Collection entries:
==============================
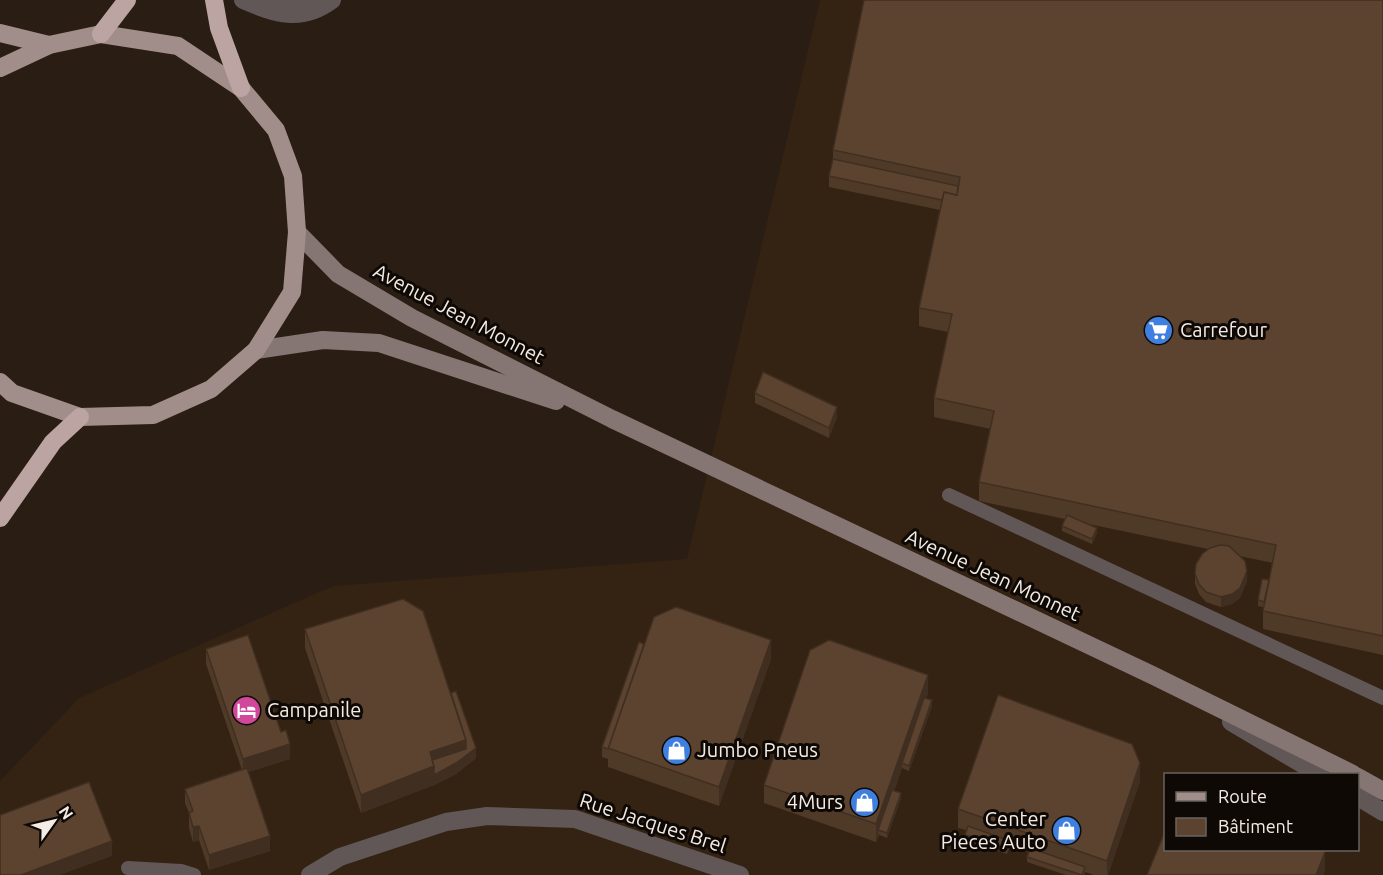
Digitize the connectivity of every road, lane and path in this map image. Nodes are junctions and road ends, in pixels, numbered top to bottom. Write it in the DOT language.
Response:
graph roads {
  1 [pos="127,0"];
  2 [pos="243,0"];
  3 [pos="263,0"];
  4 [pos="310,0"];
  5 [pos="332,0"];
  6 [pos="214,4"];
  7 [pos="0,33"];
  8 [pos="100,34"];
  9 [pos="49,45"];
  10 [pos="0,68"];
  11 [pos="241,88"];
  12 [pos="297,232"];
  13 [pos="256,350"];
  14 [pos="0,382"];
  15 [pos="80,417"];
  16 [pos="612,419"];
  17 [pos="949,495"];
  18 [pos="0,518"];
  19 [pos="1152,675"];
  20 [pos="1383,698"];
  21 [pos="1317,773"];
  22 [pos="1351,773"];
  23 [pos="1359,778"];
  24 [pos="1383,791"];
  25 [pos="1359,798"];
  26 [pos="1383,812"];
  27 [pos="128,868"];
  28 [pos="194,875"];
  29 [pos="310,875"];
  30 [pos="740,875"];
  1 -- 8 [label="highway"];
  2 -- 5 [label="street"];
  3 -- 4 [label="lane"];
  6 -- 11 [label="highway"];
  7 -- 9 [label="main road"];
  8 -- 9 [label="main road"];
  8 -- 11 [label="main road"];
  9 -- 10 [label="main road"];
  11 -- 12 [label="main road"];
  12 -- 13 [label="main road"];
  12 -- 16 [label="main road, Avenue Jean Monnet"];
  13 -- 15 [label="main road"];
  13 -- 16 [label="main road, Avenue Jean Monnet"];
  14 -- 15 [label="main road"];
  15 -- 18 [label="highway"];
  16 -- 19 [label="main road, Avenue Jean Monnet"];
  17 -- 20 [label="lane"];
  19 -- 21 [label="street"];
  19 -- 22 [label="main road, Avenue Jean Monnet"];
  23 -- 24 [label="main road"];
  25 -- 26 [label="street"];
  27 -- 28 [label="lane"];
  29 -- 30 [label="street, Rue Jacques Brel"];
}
==============================
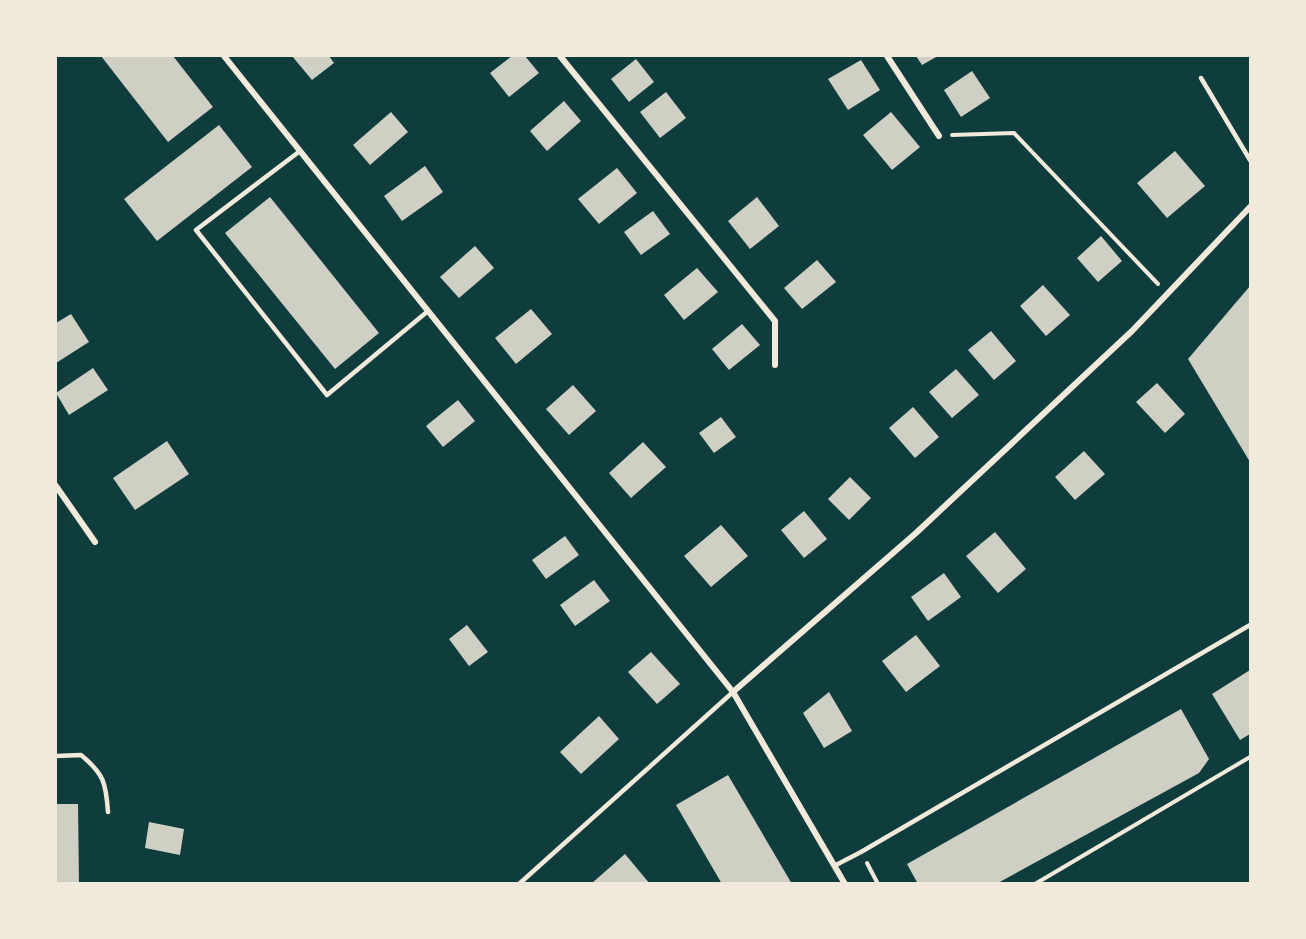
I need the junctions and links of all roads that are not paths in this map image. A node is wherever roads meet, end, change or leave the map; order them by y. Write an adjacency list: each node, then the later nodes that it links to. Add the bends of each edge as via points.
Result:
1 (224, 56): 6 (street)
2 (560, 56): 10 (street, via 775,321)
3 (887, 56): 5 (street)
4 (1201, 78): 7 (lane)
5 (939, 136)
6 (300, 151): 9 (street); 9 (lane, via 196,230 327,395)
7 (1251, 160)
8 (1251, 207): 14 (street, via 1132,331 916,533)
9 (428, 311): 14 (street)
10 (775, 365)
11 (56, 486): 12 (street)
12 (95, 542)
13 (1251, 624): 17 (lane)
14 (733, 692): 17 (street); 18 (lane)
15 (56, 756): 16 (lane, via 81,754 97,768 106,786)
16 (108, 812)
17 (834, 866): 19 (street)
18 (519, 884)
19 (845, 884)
==============================
Work item => The string "image" marks the lines to copy; report each of them from the data above.

Answer for this exercise =>
Digitize the connectivity of every road, lane and path in this map image. Nodes are junctions and road ends, in pixels, numbered top to bottom. Write it in the DOT language.
I need the junctions and links of all roads that are not paths in this map image. A node is wherever roads meet, end, change or leave the map; order them by y. Write an adjacency list: each node, then the later nodes that it links to. Add the bends of each edge as via points.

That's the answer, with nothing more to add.